What this task involves: Copy out all the lines of the data that hold the word "Avenue".

Saved entries
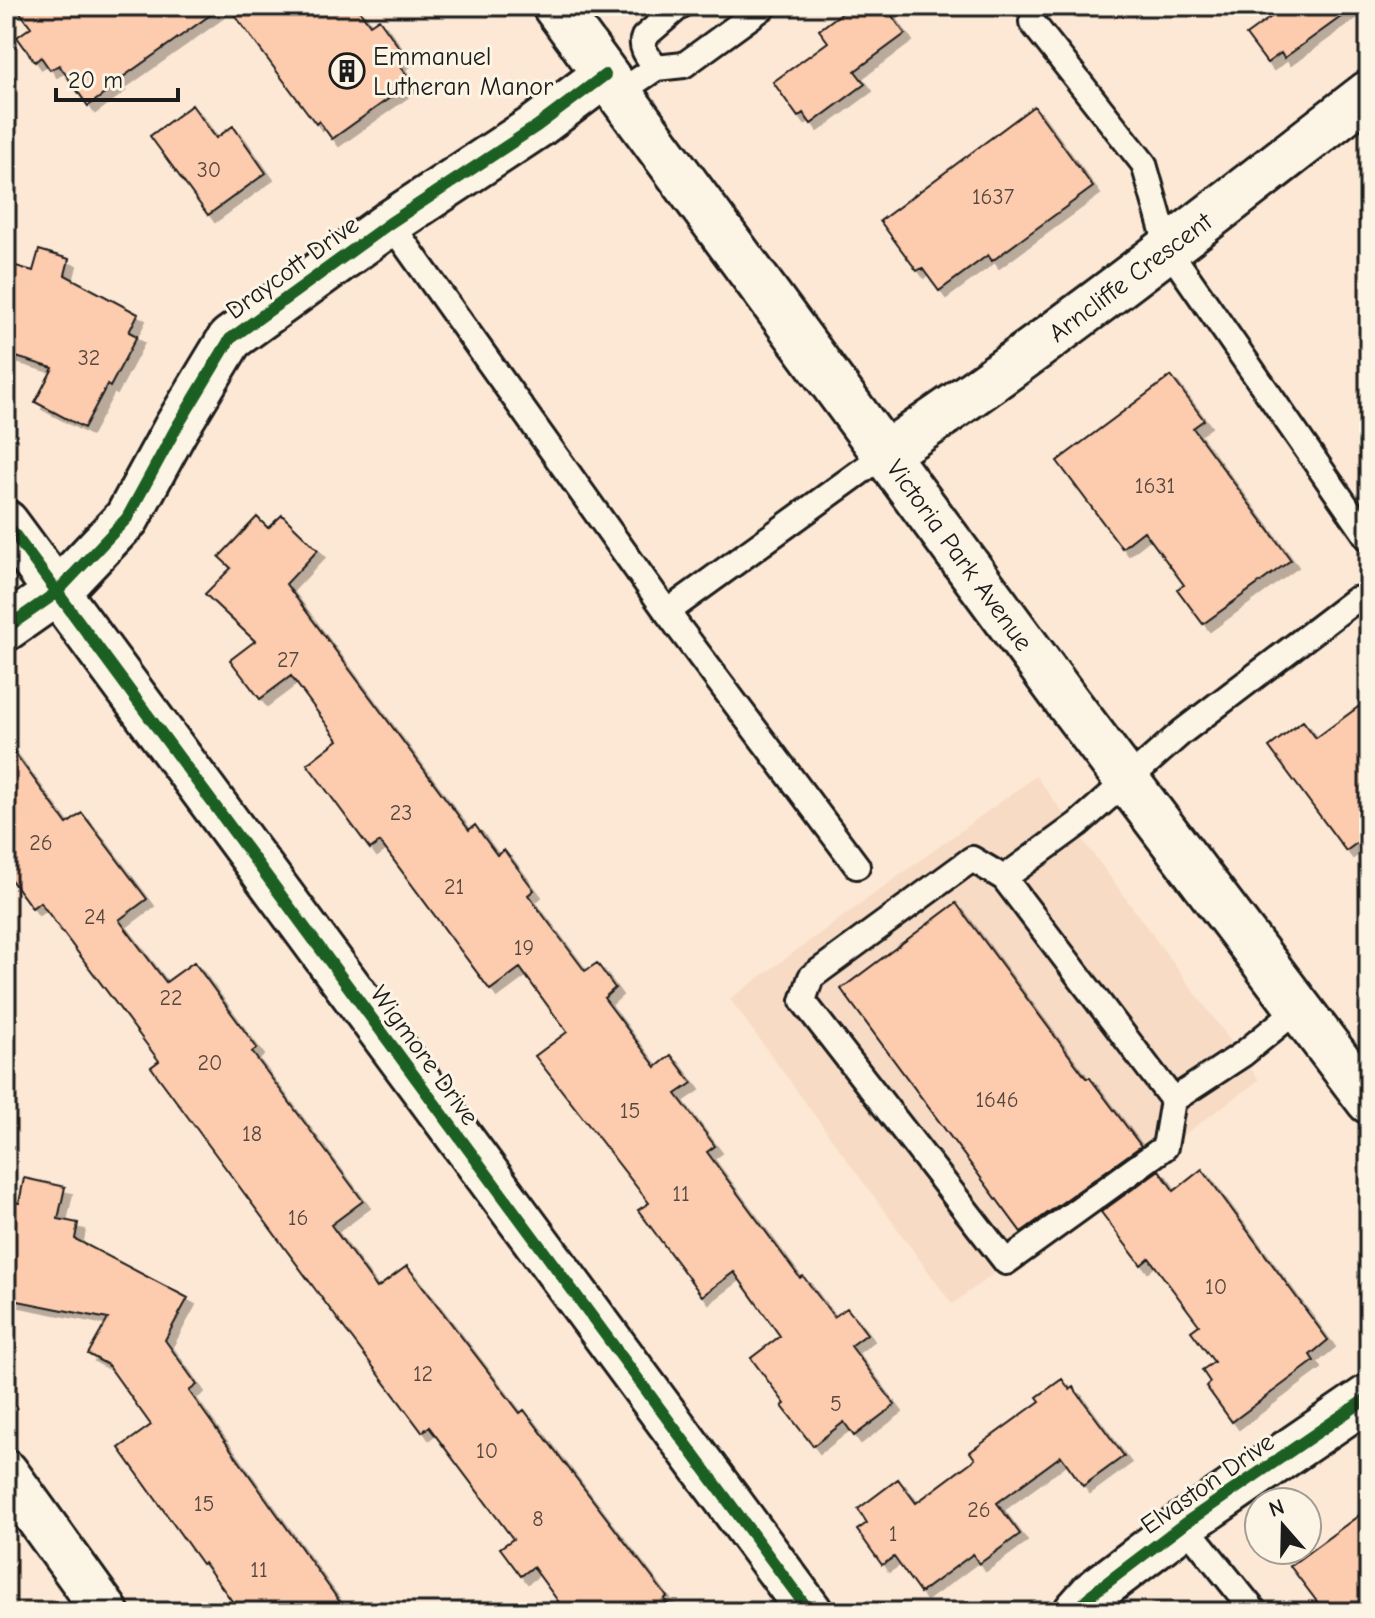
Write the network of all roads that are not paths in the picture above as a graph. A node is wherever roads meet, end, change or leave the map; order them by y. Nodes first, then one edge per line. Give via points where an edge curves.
1 (555, 6) edge
2 (765, 6) edge
3 (670, 9) edge
4 (1032, 22) dead end
5 (656, 68) junction
6 (612, 84) junction
7 (1369, 93) edge
8 (390, 223) junction
9 (1168, 249) junction
10 (885, 454) junction
11 (6, 523) edge
12 (1369, 539) edge
13 (56, 593) junction
14 (1369, 597) edge
15 (667, 612) junction
16 (6, 628) edge
17 (1127, 781) junction
18 (857, 866) dead end
19 (1004, 878) junction
20 (1299, 1008) junction
21 (1173, 1100) junction
22 (1369, 1101) edge
23 (1369, 1397) edge
24 (6, 1473) edge
25 (1184, 1524) junction
26 (106, 1612) edge
27 (810, 1612) edge
28 (1076, 1612) edge
29 (1255, 1612) edge

1 - 6 street, Victoria Park Avenue
2 - 5 lane via 684,65
3 - 5 lane via 642,42
4 - 9 lane via 1144,164
5 - 6 lane
6 - 8 street, Draycott Drive via 537,126
6 - 10 street, Victoria Park Avenue
7 - 9 street, Arncliffe Crescent
8 - 13 street, Draycott Drive via 230,339 127,518
8 - 15 lane
9 - 10 street, Arncliffe Crescent
9 - 12 lane
10 - 15 lane
10 - 17 street, Victoria Park Avenue
11 - 13 street, Wigmore Drive
13 - 16 street, Draycott Drive
13 - 27 street, Wigmore Drive
14 - 17 lane via 1355,600 1182,732
15 - 18 lane
17 - 19 lane
17 - 20 street, Victoria Park Avenue
19 - 21 lane
19 - 21 lane via 972,859 811,977 803,1001 1006,1262 1165,1147
20 - 21 lane via 1243,1054
20 - 22 street, Victoria Park Avenue
23 - 25 street, Elvaston Drive
24 - 26 street
25 - 28 street, Elvaston Drive
25 - 29 lane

Answer to the exercise:
1 - 6 street, Victoria Park Avenue
6 - 10 street, Victoria Park Avenue
10 - 17 street, Victoria Park Avenue
17 - 20 street, Victoria Park Avenue
20 - 22 street, Victoria Park Avenue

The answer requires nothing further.